Stored data entries
——

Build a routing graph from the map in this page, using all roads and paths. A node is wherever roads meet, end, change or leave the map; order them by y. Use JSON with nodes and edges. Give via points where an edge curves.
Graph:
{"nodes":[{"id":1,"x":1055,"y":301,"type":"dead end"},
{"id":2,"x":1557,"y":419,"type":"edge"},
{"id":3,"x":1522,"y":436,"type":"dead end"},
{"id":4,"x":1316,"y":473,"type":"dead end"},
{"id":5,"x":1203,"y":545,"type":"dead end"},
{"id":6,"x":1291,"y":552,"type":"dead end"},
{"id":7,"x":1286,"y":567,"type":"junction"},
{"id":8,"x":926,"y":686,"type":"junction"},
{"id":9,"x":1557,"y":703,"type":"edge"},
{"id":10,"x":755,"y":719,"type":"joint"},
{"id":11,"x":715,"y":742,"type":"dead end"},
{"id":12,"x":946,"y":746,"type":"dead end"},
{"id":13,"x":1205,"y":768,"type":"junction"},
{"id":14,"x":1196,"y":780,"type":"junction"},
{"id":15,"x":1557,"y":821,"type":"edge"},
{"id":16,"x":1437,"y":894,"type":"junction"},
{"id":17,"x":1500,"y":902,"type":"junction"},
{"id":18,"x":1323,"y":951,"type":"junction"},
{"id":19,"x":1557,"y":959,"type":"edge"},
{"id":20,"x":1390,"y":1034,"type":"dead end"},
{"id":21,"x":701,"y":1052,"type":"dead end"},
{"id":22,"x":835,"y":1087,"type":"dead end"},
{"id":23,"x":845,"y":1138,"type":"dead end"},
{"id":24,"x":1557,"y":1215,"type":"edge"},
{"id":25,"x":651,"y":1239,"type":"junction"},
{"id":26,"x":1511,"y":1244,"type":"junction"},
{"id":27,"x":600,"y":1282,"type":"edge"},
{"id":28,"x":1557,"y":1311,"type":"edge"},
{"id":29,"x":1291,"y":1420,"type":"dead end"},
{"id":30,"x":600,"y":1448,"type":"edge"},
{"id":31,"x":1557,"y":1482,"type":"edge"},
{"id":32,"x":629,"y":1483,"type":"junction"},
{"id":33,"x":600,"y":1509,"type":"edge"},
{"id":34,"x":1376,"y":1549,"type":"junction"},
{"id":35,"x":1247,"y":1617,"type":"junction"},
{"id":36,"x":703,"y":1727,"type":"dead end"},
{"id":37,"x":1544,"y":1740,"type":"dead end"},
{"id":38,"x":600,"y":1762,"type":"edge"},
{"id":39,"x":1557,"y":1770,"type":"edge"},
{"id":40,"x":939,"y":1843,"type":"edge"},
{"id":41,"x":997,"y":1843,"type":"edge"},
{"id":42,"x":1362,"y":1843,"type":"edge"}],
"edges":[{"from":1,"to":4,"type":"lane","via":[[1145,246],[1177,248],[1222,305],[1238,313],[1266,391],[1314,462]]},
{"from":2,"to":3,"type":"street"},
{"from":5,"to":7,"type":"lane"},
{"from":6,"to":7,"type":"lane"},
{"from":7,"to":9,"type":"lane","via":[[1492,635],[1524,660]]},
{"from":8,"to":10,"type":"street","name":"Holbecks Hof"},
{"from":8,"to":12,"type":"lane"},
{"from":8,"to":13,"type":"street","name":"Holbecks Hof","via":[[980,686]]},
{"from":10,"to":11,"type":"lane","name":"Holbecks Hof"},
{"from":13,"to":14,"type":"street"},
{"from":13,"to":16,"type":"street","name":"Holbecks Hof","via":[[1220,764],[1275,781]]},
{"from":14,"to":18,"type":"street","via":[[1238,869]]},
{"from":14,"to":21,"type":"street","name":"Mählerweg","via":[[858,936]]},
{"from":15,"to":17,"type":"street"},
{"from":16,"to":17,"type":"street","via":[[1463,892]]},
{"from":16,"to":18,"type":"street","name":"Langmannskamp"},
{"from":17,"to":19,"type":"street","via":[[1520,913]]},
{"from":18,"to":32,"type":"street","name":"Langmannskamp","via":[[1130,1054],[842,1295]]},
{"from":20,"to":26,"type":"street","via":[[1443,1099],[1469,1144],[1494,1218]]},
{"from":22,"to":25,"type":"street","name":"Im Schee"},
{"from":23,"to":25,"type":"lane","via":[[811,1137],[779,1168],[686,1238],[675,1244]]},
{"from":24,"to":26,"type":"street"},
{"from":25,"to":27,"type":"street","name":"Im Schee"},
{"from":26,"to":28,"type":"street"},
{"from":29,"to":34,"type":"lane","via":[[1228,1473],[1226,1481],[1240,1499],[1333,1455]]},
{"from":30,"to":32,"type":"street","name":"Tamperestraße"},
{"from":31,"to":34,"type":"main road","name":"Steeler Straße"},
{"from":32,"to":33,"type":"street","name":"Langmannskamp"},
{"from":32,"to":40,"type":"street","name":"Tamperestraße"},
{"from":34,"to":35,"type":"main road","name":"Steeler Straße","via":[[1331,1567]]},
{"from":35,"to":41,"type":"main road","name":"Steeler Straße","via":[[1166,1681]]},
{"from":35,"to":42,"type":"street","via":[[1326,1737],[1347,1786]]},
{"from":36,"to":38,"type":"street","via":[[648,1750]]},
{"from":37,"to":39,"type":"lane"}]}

——

What is needed – Lines holding the string "Tamperestraße" in the records above must be counted; give the number alone.

Reply – 2